Alan Reubenson answers questions on the recent study into the Assessment of Physiotherapy Practice (APP). The study involved the assessment of more than 500 physiotherapy students on clinical placements in various clinical subdisciplines.

Your recent study assessed the psychometric properties of the APP. Is this not already widely accepted in Australia and New Zealand?

The APP tool is widely accepted in Australia and New Zealand to assess clinical performance among undergraduate physiotherapy students—yet it is scored and interpreted differently across institutions. For example, some institutions use the tool as originally intended (using all 20 items to obtain a total score) whereas others have introduced one or more sub- total scores and/or assessment hurdles.

Empirically, there exists little systematic work on the reliability and validity of test scores obtained with the APP since the original development work by Megan Dalton and her colleagues. Ongoing tests of tools designed to operationalise concepts into measurement are essential because reliability and validity are properties of test scores rather than an instrument per se.

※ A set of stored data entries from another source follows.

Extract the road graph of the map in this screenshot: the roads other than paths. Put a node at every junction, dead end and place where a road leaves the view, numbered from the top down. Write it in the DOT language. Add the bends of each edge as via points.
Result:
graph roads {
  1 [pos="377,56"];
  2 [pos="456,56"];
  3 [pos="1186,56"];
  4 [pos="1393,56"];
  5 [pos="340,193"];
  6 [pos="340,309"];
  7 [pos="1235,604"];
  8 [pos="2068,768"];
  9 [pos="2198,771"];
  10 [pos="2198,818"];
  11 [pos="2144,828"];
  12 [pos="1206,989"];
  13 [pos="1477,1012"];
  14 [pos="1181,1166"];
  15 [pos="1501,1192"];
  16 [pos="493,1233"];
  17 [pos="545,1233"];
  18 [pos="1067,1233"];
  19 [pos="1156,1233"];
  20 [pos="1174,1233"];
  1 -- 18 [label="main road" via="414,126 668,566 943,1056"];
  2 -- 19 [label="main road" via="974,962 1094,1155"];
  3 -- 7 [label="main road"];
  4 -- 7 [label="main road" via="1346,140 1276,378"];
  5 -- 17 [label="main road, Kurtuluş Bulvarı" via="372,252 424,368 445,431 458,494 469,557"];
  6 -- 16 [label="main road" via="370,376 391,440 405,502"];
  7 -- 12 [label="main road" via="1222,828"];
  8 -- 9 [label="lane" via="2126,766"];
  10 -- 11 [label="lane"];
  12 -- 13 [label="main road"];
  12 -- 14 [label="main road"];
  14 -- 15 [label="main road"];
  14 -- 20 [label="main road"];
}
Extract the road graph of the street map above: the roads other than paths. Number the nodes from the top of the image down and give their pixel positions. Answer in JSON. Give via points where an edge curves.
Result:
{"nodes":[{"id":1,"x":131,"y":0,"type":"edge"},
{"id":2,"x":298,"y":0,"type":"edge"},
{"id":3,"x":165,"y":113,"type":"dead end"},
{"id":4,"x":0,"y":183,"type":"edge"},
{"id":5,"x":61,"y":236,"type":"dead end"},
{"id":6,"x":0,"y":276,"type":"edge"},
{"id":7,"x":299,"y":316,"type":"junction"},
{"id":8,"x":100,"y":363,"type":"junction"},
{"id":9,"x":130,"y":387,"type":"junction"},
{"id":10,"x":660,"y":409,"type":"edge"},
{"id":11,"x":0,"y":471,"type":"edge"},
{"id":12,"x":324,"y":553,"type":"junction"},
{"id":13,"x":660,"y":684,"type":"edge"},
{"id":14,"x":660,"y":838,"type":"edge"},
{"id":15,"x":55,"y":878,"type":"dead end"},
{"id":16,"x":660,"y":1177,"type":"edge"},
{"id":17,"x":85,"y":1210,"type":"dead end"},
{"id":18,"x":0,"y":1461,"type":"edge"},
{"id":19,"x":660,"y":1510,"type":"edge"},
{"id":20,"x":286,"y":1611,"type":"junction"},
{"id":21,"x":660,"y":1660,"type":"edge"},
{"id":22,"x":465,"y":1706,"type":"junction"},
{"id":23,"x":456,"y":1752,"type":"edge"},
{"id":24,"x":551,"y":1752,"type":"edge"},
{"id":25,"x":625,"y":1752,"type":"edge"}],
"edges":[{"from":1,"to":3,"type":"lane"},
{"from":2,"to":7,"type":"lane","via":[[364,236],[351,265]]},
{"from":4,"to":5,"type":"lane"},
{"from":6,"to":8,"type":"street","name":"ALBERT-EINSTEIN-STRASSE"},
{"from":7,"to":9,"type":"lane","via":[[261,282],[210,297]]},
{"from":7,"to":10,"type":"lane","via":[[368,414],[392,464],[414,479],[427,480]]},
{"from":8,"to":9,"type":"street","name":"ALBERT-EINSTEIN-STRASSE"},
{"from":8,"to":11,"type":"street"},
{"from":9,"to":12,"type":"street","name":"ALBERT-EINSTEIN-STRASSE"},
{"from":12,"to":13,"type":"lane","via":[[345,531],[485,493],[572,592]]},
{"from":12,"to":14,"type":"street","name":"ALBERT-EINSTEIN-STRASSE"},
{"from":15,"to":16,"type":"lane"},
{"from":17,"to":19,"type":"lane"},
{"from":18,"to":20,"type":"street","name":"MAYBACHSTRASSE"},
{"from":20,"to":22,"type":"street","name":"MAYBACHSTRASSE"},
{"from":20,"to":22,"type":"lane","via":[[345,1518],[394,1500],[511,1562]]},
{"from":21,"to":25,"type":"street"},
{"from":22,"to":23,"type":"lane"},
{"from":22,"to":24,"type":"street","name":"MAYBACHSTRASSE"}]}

Our study extended existing work on the APP by testing its robustness over time (ie, across a full year) and across contexts (ie, differing areas of practice or sub-disciplines).

 What data did you use to assess those psychometric properties?

We used clinical educators’ assessments of final-year clinical placements across four consecutive years (2014–2017). This data was extracted from archival records at the School of Physiotherapy and Exercise Science at Curtin University. The study was longitudinal in nature and therefore captured APP data across all four APP- assessed final-year clinical placements. Most students (542 of 561) were assessed on four five-week clinical placements in core areas of practice including musculoskeletal, neurology, cardiopulmonary, and lifespan (eg, paediatrics, gerontology).

 Do you think the data was representative?

Our data is representative of final-year physiotherapy students at Curtin University because we extracted clinical performance assessments on all students who completed the undergraduate physiotherapy degree during 2014–2017. There are subtle differences in the content and method of teaching physiotherapy to undergraduate students across Australian tertiary institutions, so the findings may not generalise fully.

As reliability and validity are properties of test scores rather than instruments, it is essential that APP data is assessed on an ongoing basis. We made our analysis scripts available and are happy to collaborate with others to assist them with such endeavours.

What did your analyses show?

Our analyses showed that the optimal representation of clinical performance scores obtained, with our sample, is achieved via two factors representing professional (items one–four) and clinical domains (items five–20). This two factor characterisation of APP test scores was robust across time and context.

What should clinical educators do in response to these findings?

Our findings provide the necessary evidence for updating the scoring protocol of the APP. An overall assessment of clinical performance, optimally scored and interpreted across two factors, encompassing professional (sum of items one–four) and clinical (sum of items five–20) dimensions. It is our hope that these findings will stimulate a conversation among tertiary institutions and clinical educators regarding a standardised approach to scoring of clinical performance. 

Alan Reubenson is the director of Clinical Education at the Curtain School of Physiotherapy and Exercise Science and a member of Clinical Education Managers Australia and New Zealand. Alan is undertaking his PhD studies exploring the physiological determinants of clinical performance in a physiotherapy undergraduate degree.